Der Fernseher ist als Ton-Schaltzentrale eigentlich eh ungeeignet, da du die neuen Tonformate optisch nicht übertragen kannst, unabhängig vom Kopierschutz. Das geht nur Analog oder über HDMI. Du müsstest den Ton also per HDMI vom TV zum AVR übertragen, was aber bei keinem aktuellen TV möglich ist.
Die ganzen HDMI Eingänge am TV sind IMHO eher für Leute, die keinen AVR dran haben. Sicherlich könnte man machmal Kabel sparen, wenn die Fernseher optisch DD5.1 ausgeben könnten, aber damit muss man nun halt leben.




> Nur bei DVI? Ich befürchte, dass diese Mauer auch bei HDMI gebaut wurde.

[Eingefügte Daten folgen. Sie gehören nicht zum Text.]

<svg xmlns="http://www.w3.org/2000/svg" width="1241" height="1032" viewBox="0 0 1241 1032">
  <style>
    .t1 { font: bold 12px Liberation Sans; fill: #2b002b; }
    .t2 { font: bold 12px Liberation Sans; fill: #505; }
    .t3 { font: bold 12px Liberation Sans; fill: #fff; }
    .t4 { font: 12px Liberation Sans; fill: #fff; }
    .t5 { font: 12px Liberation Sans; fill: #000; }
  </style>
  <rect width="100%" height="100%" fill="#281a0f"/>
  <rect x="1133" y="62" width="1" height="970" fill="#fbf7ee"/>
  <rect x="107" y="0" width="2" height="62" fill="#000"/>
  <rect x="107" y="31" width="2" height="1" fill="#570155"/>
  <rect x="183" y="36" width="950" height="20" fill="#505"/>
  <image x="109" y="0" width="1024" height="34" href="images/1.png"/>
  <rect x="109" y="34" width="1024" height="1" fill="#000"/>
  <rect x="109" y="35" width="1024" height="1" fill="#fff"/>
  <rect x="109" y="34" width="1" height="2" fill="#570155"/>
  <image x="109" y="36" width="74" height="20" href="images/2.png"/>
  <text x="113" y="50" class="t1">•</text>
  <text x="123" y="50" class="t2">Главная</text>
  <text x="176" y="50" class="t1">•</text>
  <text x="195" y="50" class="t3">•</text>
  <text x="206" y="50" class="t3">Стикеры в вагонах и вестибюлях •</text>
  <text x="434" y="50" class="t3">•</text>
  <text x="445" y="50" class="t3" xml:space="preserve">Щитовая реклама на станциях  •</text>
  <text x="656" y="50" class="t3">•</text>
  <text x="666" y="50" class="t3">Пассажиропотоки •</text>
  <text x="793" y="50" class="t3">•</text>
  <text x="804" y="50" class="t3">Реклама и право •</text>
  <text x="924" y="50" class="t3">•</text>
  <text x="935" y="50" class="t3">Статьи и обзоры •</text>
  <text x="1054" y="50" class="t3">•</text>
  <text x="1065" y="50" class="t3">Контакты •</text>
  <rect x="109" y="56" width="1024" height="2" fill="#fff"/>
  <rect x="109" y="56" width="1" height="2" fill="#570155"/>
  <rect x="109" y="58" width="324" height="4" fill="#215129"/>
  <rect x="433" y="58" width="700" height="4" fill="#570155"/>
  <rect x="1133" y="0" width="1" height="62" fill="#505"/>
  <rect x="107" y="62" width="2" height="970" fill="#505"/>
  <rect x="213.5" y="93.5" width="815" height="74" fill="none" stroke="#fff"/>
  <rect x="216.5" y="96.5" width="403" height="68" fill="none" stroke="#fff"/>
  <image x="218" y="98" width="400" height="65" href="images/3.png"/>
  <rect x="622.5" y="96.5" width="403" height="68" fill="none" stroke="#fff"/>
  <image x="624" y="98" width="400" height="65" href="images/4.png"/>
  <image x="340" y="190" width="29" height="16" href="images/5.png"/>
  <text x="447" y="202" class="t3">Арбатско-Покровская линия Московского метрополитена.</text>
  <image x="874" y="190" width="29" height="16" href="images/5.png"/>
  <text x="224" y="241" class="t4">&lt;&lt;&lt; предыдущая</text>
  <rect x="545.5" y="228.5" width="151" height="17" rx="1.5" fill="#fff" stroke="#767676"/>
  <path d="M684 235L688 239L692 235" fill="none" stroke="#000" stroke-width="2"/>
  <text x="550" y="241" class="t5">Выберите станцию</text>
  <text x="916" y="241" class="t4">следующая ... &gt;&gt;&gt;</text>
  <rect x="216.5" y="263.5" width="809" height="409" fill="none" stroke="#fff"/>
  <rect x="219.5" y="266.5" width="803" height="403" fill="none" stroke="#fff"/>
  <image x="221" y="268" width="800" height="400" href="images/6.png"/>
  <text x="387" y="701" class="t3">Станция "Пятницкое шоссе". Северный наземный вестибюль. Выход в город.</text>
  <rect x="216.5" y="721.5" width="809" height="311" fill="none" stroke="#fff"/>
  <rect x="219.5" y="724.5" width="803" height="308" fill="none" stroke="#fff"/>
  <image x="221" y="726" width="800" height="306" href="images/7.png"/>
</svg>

Es hat doch inzwischen beinahe jeder DVD/BD-Player Decoder für alle Tonformate des entsprechenden Mediums.

Wenn man die benutzt, hat man...

...am BD Player die Möglichkeit Ton dann als Multichannel-LPCM über HDMI ausgeben (falls dein Receiver HDMI 1.3 noch nicht unterstützt, aber Ton abgreifen kann) oder eben analog auszugeben, wenn der Player entsprechende Ausgänge hast.

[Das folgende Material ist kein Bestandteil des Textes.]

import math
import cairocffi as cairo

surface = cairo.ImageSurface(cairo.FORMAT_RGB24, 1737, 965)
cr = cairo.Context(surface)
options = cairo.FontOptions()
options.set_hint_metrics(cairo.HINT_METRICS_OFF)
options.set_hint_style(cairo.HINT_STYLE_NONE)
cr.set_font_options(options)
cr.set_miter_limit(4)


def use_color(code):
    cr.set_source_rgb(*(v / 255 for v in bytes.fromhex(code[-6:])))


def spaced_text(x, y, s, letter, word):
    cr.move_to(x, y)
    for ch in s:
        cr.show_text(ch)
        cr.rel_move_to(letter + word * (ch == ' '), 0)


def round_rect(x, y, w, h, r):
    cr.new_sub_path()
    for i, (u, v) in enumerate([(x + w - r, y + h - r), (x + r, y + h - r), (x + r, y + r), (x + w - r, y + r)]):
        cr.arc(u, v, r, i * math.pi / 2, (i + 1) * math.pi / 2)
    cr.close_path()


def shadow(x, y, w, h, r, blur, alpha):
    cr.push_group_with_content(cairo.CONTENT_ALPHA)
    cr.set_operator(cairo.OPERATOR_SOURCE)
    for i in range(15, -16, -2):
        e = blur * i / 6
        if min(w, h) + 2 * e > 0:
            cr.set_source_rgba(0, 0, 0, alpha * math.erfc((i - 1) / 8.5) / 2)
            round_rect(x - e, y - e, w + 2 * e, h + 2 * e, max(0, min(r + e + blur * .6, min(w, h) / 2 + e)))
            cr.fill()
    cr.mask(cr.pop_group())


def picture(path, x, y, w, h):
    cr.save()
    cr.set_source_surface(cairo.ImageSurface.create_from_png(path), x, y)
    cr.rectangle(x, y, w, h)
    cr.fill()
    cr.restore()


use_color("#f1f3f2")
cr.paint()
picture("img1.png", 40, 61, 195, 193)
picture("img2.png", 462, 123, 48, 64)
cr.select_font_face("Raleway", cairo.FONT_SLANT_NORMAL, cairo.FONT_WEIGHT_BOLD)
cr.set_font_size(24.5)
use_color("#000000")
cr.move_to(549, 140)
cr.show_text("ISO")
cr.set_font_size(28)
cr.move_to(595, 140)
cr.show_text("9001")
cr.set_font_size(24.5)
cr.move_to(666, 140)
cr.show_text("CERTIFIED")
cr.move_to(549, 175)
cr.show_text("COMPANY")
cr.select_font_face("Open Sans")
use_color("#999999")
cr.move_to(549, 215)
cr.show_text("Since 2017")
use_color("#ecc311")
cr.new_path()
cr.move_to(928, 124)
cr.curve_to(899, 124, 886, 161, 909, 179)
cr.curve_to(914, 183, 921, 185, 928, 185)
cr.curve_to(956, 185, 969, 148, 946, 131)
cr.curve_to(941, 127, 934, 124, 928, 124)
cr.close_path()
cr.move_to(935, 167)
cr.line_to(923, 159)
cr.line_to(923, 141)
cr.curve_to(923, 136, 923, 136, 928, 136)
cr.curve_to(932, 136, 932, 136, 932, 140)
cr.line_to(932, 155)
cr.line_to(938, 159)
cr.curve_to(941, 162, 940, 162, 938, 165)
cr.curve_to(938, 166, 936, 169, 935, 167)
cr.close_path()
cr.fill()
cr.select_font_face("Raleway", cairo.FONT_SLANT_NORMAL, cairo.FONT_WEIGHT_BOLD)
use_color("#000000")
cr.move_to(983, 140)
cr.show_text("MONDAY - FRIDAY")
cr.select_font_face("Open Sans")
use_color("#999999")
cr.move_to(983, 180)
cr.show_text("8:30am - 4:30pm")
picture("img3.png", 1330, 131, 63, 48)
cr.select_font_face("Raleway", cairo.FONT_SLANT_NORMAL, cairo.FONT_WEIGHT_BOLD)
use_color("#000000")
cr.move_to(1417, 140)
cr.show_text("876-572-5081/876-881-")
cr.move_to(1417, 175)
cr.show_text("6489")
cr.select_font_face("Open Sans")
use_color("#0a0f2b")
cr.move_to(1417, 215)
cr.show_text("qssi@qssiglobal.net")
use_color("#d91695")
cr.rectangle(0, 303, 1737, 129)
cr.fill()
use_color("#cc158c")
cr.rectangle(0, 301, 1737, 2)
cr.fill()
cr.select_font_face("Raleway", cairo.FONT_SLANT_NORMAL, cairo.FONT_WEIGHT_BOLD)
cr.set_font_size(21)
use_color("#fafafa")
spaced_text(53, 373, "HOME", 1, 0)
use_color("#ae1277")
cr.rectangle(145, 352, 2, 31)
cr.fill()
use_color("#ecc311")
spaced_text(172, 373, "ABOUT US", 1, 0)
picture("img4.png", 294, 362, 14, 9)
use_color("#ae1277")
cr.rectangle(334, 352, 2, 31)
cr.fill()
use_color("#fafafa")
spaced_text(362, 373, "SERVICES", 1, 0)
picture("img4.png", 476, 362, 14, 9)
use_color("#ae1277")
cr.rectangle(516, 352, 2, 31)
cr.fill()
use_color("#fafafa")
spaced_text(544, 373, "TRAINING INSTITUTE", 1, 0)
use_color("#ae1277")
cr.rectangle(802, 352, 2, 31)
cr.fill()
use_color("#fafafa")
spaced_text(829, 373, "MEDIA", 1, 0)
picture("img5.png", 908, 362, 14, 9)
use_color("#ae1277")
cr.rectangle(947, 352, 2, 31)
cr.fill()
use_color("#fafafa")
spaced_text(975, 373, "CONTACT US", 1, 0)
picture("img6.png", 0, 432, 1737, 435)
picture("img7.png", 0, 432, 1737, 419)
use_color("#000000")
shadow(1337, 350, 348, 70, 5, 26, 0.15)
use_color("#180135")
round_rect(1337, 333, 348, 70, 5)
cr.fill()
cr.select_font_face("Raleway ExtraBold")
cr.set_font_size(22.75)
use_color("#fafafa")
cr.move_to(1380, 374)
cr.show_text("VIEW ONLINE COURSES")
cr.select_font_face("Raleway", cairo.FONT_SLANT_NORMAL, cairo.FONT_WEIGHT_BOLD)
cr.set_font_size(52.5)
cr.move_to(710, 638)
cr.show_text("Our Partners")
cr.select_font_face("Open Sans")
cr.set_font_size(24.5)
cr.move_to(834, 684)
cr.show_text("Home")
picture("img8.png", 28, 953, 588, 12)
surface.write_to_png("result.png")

...am DVD-Player die Möglickeit den Ton über eventuell vorhandene Ausgänge analog auszugeben. Über HDMI (ohne Verwendung der Decoder) würdest du wohl einen DD/DTS-Bitsream kriegen.


----------



## Wannseesprinter (6. Januar 2010)

Väinämöinen schrieb:


> Der Fernseher ist als Ton-Schaltzentrale eigentlich eh ungeeignet, da du die neuen Tonformate optisch nicht übertragen kannst, unabhängig vom Kopierschutz.



Ich denke aber, dass DD5.1 und das mittlerweile sehr lange auf dem Markt befindliche DTS kein Problem darstellen sollte, oder?



Väinämöinen schrieb:


> Das geht nur Analog oder über HDMI. Du müsstest den Ton also per HDMI vom TV zum AVR übertragen, was aber bei keinem aktuellen TV möglich ist.

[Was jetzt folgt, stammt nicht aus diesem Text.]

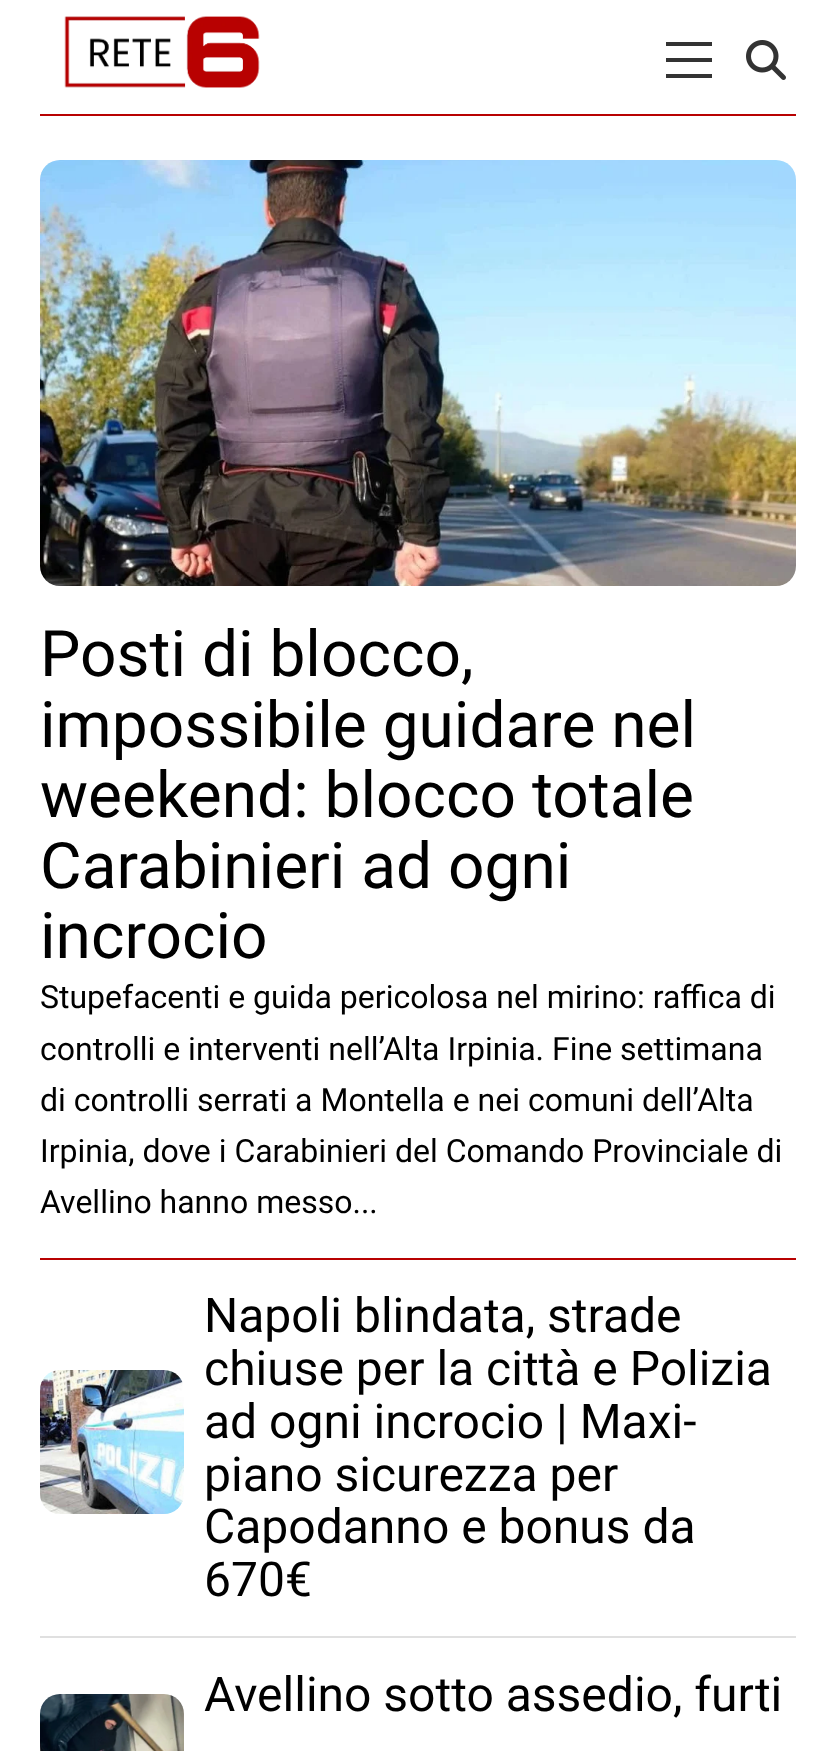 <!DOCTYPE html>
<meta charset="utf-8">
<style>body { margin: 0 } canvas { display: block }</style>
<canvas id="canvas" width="835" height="1751"></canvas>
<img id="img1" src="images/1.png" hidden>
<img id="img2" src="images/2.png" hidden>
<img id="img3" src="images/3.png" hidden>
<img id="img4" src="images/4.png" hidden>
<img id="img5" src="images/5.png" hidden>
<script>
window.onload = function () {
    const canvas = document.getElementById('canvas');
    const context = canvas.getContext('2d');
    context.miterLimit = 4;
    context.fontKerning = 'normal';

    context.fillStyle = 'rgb(255, 255, 255)';
    context.fillRect(0, 0, 835, 1751);
    context.fillStyle = 'rgb(184, 1, 1)';
    context.fillRect(40, 114, 756, 2);
    context.drawImage(document.getElementById('img1'), 64, 16, 196, 72);
    context.fillStyle = 'rgb(51, 51, 51)';
    context.fillRect(666, 58, 46, 4);
    context.fillRect(666, 42, 46, 4);
    context.fillRect(666, 74, 46, 4);
    context.drawImage(document.getElementById('img2'), 746, 40, 40, 40);
    context.drawImage(document.getElementById('img3'), 40, 160, 756, 426);
    context.fillStyle = 'rgb(184, 1, 1)';
    context.fillRect(40, 1258, 756, 2);
    context.drawImage(document.getElementById('img4'), 40, 1370, 144, 144);
    context.fillStyle = 'rgb(224, 224, 224)';
    context.fillRect(40, 1636, 756, 2);
    context.drawImage(document.getElementById('img5'), 40, 1694, 144, 57);
    context.font = '64px Roboto';
    context.fillStyle = 'rgb(0, 0, 0)';
    context.fillText('Posti di blocco,', 40, 676);
    context.fillText('impossibile guidare nel', 40, 747);
    context.fillText('weekend: blocco totale', 40, 817);
    context.fillText('Carabinieri ad ogni', 40, 888);
    context.fillText('incrocio', 40, 958);
    context.font = '32px Roboto';
    context.fillText('Stupefacenti e guida pericolosa nel mirino: raffica di', 40, 1008);
    context.fillText('controlli e interventi nell’Alta Irpinia. Fine settimana', 40, 1060);
    context.fillText('di controlli serrati a Montella e nei comuni dell’Alta', 40, 1111);
    context.fillText('Irpinia, dove i Carabinieri del Comando Provinciale di', 40, 1162);
    context.fillText('Avellino hanno messo...', 40, 1213);
    context.font = '48px Roboto';
    context.fillText('Napoli blindata, strade', 204, 1332);
    context.fillText('chiuse per la città e Polizia', 204, 1385);
    context.fillText('ad ogni incrocio | Maxi-', 204, 1438);
    context.fillText('piano sicurezza per', 204, 1491);
    context.fillText('Capodanno e bonus da', 204, 1543);
    context.fillText('670€', 204, 1596);
    context.fillText('Avellino sotto assedio, furti', 204, 1711);
};
</script>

Du meinst die Unmöglichkeit, den Ton vom digitalen Sat.-Receiver z.B. via HDMI zum TV und von dort aus weiter digital zum A/V-Receiver zu übertragen? Die B6000er Reihe von Samsung ist mit einem optischen Ausgang versehen. Soweit zur Theorie. Hier darf jeder sich zurecht die Frage stellen, inwiefern dieser Ausgang zweckmäßig verwendet werden kann und welche Tonformate in Wirklichkeit konvertiert und im Endeffekt an den A/V-Receiver übertragen werden.




Väinämöinen schrieb:


> [...]
> ...am BD Player die Möglichkeit Ton dann als Multichannel-LPCM über HDMI ausgeben (falls dein Receiver HDMI 1.3 noch nicht unterstützt, aber Ton abgreifen kann) oder eben analog auszugeben, wenn der Player entsprechende Ausgänge hast.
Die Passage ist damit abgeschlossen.